> _Task to carry out_
For each line of the data below that contains "paths", return that line.

> _Dataset records_
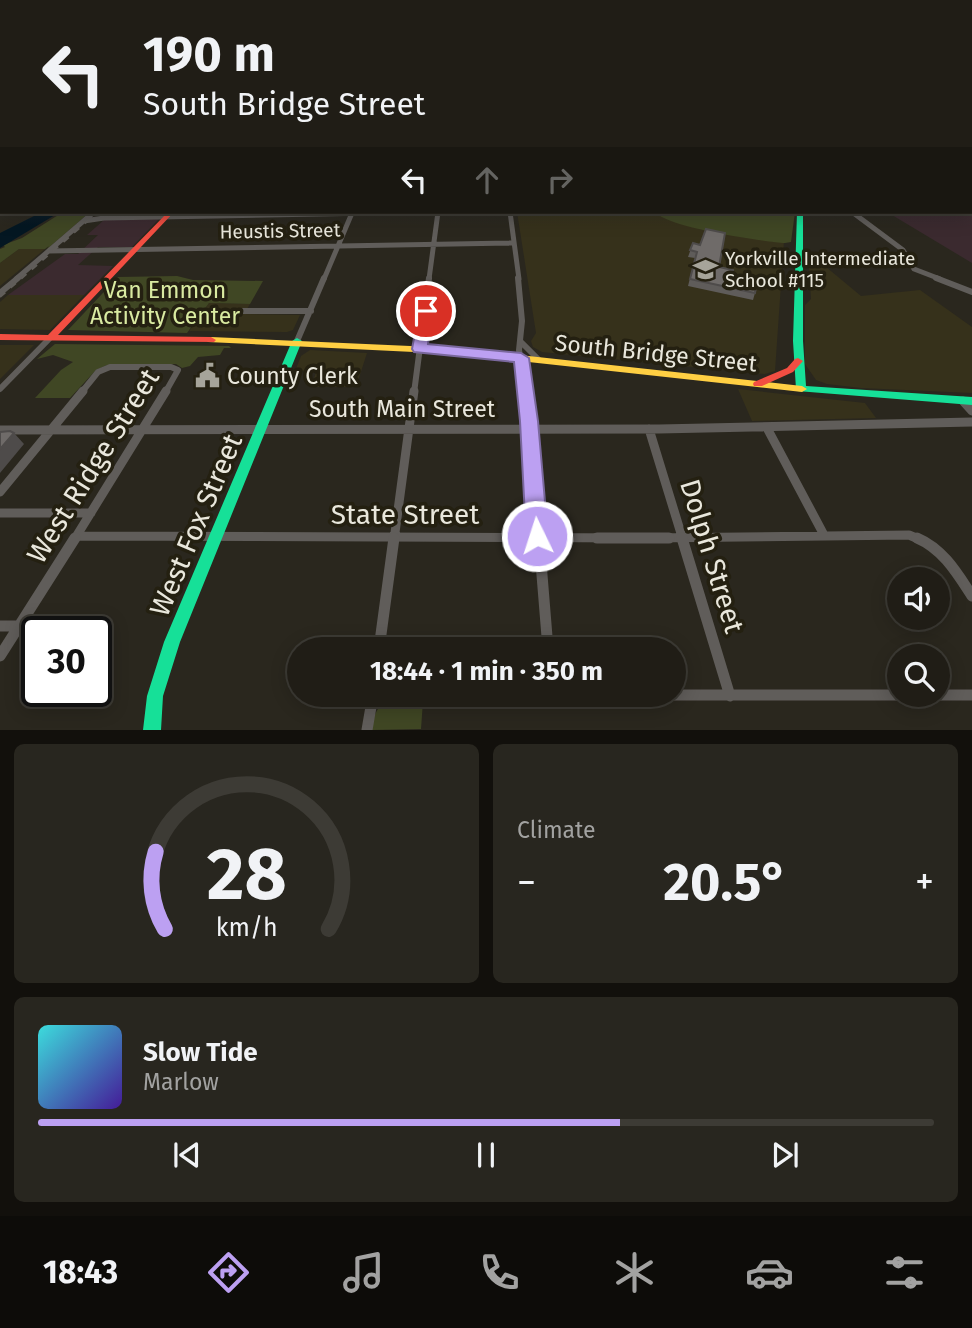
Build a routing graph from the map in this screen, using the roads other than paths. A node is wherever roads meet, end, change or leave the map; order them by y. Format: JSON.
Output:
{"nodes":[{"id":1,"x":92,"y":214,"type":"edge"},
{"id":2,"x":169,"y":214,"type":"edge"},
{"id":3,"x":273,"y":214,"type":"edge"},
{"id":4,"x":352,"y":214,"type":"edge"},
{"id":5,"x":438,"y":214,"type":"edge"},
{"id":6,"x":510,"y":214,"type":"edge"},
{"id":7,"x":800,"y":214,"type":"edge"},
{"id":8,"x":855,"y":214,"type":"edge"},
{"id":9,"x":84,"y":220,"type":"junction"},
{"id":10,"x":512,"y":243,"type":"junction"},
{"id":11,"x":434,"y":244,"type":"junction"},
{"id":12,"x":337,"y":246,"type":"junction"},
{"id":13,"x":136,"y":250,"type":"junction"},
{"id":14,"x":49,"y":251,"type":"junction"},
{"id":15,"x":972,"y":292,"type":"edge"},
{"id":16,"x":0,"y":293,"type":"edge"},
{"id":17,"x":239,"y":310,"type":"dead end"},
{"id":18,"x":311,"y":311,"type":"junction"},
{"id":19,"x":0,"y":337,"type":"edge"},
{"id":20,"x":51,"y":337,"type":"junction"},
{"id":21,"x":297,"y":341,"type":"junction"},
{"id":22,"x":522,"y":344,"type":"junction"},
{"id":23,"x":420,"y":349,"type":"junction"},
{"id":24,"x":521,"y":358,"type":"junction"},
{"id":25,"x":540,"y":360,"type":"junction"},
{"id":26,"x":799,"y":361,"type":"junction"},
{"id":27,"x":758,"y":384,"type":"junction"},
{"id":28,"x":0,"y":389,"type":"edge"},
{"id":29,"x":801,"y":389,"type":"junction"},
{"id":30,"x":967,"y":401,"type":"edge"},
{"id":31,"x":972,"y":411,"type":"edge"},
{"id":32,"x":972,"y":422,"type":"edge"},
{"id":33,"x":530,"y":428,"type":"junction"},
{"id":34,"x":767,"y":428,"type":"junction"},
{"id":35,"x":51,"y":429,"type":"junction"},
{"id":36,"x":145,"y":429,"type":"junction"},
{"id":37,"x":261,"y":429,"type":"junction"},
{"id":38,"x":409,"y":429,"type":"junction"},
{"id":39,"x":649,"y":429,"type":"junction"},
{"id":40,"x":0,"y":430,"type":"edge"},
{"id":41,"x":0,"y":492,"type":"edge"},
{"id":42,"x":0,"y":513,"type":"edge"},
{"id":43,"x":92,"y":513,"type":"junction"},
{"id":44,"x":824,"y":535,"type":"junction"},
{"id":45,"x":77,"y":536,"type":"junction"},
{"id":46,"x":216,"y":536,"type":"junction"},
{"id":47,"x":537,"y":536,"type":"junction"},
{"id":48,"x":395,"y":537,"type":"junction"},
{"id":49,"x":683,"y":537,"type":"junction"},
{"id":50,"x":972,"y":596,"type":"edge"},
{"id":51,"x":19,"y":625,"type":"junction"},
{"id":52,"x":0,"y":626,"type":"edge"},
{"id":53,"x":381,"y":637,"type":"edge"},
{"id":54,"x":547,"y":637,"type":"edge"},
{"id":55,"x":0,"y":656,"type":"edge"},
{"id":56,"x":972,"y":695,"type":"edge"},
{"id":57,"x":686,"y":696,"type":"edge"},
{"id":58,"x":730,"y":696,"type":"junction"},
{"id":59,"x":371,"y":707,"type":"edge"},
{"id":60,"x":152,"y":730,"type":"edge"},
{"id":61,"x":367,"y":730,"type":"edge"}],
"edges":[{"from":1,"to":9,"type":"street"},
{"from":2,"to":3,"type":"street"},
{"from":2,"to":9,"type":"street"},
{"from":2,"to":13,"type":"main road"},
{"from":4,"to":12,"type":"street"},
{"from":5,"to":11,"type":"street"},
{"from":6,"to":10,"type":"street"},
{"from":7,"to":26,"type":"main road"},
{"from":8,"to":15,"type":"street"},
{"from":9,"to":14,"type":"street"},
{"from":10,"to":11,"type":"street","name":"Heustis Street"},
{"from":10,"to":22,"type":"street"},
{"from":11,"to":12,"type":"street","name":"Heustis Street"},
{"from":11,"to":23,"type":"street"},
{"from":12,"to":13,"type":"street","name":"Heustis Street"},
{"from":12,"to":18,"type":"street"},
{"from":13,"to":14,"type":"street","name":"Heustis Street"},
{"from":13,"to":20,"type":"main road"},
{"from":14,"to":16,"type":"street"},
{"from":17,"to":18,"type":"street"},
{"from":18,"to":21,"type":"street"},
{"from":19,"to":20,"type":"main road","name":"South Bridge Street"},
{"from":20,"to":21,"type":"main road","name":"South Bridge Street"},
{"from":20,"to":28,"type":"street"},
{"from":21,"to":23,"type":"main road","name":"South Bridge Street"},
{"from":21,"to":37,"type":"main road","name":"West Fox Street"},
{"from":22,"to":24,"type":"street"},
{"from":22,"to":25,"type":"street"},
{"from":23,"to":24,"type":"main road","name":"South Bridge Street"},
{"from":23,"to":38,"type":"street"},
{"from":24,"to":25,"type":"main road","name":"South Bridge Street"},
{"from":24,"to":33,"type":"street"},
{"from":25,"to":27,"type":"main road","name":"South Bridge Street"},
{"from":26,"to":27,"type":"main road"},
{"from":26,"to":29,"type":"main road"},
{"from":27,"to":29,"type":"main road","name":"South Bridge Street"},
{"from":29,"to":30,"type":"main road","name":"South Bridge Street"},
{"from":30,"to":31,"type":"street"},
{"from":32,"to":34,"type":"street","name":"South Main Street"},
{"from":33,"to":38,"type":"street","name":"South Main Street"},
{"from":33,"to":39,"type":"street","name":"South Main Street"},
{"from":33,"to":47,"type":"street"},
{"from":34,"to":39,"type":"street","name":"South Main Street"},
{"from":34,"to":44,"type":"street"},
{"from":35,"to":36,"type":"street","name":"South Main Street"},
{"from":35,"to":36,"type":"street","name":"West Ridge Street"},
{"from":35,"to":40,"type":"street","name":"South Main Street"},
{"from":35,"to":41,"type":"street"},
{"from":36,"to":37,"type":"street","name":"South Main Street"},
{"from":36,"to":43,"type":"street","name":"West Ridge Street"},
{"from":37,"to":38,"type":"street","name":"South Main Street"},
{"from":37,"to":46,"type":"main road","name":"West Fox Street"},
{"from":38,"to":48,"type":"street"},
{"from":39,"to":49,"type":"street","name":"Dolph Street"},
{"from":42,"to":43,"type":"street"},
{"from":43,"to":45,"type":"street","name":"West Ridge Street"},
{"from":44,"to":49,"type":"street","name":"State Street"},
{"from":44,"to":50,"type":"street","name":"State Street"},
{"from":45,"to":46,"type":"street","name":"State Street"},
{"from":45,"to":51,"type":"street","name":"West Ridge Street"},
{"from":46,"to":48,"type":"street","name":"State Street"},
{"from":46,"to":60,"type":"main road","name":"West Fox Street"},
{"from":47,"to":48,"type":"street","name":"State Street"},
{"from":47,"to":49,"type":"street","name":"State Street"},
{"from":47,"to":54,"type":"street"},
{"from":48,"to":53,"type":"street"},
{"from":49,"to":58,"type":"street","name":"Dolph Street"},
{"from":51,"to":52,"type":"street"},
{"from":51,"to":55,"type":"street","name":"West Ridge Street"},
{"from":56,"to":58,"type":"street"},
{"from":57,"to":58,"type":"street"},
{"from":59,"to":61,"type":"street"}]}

---

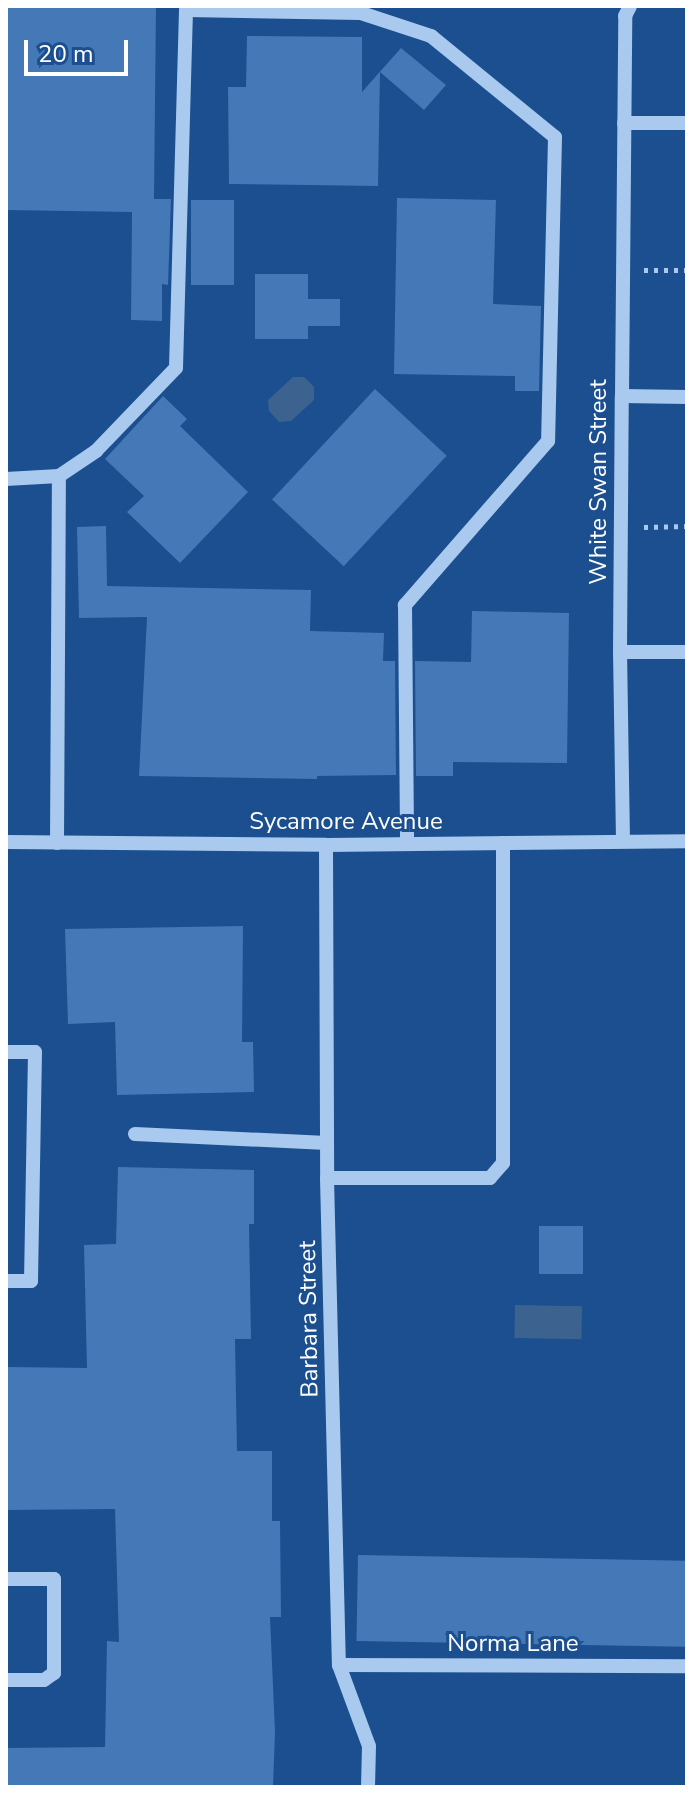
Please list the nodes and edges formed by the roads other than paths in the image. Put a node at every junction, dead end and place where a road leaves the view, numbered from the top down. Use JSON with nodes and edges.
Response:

> _Task response_
Build a routing graph from the map in this screen, using the roads other than paths. A node is wherever roads meet, end, change or leave the map; order them by y. Format: JSON.
Please list the nodes and edges formed by the roads other than paths in the image. Put a node at every junction, dead end and place where a road leaves the view, numbered from the top down. Use JSON with nodes and edges.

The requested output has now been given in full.